*** Supplied records Section Begins ***
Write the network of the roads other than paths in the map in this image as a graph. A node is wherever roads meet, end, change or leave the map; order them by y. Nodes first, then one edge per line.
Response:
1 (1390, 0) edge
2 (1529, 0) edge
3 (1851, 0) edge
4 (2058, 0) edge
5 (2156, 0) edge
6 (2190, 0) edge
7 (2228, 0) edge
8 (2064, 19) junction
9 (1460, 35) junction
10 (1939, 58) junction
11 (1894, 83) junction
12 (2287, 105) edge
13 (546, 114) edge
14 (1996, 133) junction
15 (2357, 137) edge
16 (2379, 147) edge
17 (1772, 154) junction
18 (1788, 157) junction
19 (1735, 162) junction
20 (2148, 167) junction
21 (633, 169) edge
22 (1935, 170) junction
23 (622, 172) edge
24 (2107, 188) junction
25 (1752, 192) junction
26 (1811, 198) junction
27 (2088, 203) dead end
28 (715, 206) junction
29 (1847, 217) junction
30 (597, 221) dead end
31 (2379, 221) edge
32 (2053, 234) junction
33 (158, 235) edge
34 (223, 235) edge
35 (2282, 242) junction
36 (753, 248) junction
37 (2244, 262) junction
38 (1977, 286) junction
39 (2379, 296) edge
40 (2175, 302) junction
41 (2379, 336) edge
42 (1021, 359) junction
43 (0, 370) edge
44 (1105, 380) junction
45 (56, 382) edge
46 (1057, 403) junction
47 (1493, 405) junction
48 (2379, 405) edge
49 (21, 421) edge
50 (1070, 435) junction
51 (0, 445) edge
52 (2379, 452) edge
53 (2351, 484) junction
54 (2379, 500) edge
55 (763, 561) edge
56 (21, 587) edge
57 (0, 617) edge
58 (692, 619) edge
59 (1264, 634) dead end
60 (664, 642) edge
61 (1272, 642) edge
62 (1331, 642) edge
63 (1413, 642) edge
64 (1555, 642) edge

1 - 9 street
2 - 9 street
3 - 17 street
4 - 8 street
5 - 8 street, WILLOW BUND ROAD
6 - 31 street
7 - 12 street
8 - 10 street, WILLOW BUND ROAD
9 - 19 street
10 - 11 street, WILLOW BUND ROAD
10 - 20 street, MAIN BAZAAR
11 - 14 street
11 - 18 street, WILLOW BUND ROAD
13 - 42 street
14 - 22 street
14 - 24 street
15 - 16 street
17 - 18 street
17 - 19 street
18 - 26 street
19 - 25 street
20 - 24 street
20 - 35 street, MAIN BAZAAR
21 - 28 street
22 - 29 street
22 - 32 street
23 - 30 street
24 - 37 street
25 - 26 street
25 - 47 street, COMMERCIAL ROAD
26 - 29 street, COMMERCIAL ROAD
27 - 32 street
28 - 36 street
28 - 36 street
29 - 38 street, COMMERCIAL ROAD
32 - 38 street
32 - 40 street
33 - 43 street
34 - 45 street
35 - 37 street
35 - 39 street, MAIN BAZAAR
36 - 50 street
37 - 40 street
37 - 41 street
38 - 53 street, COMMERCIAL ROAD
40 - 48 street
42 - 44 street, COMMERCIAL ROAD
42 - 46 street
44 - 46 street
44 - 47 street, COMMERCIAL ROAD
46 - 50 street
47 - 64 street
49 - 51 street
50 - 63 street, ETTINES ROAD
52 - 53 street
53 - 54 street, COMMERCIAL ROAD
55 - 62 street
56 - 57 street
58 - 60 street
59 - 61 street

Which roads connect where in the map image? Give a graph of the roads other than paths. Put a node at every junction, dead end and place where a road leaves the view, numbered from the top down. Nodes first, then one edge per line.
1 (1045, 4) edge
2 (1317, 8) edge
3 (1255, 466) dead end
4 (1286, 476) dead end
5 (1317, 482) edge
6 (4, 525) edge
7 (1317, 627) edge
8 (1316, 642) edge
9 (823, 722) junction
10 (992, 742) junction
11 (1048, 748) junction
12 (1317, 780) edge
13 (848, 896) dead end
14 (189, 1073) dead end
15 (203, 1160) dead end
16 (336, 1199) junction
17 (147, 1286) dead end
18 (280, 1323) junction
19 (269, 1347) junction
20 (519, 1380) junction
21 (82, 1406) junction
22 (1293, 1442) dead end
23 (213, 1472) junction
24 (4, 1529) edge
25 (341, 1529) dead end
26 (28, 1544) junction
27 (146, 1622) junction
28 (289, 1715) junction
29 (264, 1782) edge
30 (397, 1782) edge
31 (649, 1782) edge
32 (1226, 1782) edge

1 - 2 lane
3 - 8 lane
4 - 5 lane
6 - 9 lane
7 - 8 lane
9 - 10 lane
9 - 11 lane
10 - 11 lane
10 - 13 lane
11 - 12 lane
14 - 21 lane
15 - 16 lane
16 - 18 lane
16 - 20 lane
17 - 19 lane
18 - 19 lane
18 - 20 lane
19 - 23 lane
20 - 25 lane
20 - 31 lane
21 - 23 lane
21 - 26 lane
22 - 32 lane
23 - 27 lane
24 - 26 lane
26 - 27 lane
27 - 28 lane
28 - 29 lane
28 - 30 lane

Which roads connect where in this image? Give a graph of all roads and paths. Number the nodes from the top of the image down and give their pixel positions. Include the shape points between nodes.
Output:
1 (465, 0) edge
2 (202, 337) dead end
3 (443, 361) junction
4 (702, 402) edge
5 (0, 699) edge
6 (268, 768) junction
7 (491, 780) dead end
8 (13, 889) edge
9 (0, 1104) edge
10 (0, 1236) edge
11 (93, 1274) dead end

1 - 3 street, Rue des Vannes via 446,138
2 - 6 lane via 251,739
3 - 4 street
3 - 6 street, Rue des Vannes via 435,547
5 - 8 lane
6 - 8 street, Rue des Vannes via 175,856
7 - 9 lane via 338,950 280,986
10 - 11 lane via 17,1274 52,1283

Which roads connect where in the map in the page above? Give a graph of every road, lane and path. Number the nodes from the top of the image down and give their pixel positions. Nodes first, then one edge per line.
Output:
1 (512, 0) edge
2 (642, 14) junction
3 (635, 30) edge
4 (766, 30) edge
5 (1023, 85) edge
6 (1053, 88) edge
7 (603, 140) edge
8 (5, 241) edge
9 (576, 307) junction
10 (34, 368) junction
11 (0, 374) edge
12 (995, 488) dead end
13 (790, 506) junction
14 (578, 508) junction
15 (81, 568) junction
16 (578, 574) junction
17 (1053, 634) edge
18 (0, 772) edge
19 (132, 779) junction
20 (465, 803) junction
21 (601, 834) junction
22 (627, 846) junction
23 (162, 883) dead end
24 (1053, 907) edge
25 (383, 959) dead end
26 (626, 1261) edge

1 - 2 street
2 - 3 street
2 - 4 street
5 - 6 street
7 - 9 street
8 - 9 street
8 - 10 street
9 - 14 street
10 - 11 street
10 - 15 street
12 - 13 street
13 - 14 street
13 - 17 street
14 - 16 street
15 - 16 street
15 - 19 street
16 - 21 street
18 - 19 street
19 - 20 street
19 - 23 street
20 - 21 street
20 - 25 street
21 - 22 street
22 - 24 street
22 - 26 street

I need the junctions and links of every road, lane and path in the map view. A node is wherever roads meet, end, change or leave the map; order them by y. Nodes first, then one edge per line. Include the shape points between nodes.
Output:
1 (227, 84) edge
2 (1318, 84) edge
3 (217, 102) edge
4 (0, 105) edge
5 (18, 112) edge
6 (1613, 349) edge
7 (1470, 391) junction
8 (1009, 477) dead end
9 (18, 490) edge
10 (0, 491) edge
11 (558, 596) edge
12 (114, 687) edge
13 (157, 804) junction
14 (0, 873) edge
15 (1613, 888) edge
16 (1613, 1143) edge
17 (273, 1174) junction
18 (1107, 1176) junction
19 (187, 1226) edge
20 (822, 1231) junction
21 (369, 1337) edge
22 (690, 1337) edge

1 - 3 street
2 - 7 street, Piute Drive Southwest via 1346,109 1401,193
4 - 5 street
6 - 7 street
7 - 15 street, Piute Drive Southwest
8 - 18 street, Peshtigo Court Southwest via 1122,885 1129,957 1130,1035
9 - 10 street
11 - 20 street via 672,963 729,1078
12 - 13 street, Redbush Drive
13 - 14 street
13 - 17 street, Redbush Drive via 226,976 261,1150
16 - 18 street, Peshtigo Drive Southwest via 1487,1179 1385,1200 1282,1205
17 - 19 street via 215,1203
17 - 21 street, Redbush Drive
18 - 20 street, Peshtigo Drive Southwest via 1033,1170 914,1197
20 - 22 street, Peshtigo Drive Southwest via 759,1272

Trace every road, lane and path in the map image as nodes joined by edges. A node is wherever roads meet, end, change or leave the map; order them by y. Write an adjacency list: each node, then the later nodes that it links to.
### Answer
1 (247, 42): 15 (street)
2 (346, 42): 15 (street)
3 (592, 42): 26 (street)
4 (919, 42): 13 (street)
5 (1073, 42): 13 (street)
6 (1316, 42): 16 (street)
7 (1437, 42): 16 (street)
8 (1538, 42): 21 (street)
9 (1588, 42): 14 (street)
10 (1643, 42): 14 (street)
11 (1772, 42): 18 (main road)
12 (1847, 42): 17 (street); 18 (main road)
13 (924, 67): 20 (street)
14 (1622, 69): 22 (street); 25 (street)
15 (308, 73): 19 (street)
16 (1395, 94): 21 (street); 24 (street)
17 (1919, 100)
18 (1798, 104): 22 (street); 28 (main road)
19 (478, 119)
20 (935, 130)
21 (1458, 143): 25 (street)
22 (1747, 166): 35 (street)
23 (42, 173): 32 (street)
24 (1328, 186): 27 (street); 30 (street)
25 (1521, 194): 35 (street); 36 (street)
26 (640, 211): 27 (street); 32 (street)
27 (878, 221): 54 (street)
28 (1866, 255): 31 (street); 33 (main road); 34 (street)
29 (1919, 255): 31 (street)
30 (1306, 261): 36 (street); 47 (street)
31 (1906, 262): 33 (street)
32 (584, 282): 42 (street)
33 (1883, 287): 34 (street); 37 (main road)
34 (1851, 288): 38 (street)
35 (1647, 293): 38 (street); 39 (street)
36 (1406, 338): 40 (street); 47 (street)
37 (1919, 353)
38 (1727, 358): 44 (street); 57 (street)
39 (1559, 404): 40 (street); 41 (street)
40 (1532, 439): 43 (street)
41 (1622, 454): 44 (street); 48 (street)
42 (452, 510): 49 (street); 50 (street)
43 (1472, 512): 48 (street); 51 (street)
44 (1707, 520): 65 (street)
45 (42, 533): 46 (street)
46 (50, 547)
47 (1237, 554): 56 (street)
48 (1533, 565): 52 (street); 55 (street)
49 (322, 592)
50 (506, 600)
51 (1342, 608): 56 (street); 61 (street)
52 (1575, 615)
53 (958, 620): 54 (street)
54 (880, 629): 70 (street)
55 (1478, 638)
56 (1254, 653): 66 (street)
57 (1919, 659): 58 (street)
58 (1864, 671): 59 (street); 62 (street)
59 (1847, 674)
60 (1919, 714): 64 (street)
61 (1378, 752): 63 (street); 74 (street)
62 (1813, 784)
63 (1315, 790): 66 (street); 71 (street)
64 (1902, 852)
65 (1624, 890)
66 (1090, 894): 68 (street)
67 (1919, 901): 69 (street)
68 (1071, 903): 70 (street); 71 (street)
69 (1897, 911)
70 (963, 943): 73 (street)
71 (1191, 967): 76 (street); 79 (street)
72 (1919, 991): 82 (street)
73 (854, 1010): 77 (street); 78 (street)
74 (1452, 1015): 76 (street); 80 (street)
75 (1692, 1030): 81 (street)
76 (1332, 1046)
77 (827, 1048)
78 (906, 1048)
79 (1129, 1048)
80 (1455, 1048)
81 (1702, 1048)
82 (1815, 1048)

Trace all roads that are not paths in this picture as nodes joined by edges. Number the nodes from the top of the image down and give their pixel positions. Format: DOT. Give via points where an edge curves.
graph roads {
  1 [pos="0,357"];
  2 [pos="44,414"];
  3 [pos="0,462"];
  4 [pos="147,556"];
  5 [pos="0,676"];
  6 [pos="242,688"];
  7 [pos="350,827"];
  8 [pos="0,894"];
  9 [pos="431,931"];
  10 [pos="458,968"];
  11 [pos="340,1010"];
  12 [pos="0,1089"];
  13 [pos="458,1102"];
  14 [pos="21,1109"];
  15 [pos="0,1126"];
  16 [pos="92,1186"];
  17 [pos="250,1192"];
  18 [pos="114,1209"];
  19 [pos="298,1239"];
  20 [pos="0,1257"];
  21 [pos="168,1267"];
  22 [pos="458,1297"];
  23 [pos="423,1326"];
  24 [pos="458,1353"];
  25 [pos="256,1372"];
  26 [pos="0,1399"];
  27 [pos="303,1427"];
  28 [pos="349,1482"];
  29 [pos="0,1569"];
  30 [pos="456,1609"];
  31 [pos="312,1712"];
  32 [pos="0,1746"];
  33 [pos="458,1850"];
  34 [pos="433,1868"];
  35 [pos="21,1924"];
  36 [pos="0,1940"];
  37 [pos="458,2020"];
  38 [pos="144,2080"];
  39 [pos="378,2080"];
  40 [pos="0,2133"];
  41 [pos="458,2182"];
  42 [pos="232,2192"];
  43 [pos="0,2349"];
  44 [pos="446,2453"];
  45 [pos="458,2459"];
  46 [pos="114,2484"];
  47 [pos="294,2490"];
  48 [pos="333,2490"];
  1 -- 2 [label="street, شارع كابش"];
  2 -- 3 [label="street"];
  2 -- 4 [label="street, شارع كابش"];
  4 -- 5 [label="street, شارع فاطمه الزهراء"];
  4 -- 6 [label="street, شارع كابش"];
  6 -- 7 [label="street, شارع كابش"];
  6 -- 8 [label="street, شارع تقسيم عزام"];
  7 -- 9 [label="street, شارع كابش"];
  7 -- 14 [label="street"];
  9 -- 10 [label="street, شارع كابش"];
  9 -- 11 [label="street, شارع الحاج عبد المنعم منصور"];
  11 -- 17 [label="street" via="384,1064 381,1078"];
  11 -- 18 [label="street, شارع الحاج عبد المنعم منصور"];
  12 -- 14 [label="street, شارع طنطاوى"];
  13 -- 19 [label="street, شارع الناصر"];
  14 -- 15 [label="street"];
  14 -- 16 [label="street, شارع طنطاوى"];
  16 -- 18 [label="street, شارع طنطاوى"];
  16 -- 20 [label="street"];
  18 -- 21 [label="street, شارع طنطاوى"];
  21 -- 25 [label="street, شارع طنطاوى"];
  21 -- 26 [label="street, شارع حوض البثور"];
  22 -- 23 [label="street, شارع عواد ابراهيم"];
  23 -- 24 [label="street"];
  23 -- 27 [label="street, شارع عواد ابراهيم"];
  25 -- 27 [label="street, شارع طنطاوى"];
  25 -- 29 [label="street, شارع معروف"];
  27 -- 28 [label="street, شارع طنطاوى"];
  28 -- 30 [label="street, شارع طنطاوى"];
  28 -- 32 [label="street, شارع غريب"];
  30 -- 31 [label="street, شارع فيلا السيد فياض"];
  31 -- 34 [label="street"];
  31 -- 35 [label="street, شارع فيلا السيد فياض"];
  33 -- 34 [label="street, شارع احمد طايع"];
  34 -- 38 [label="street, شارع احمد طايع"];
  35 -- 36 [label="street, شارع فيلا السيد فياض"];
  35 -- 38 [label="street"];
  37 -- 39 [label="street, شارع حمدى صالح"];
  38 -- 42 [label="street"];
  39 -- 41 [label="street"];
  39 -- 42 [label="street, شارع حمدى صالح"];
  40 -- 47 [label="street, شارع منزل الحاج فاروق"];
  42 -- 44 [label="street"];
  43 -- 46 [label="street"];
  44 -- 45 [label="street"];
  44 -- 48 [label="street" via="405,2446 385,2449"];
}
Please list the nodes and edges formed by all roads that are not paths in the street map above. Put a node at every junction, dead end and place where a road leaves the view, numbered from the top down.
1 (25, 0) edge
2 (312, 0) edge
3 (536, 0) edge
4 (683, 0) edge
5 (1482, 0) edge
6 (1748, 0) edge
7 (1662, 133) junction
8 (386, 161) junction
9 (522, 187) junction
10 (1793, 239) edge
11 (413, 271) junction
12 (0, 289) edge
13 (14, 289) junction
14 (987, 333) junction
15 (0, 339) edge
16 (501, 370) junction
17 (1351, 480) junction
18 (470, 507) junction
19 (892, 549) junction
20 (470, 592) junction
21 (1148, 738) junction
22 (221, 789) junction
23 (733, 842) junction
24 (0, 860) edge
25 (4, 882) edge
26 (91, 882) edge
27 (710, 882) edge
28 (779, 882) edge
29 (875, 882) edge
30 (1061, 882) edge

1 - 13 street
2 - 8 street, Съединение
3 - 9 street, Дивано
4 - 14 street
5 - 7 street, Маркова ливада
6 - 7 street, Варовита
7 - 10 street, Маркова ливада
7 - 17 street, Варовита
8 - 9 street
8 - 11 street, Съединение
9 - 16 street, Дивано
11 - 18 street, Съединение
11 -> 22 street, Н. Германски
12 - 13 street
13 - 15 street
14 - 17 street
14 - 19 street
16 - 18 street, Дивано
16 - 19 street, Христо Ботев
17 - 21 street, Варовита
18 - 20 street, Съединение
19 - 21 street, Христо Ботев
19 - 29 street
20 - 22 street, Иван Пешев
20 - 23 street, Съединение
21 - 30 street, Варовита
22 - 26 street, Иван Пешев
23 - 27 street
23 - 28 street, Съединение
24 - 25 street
*** Supplied records Section Ends ***
Your objective ▸
Report every line of the records that contains the word "other".

Reply to the exercise ▸
Write the network of the roads other than paths in the map in this image as a graph. A node is wherever roads meet, end, change or leave the map; order them by y. Nodes first, then one edge per line.
Which roads connect where in the map image? Give a graph of the roads other than paths. Put a node at every junction, dead end and place where a road leaves the view, numbered from the top down. Nodes first, then one edge per line.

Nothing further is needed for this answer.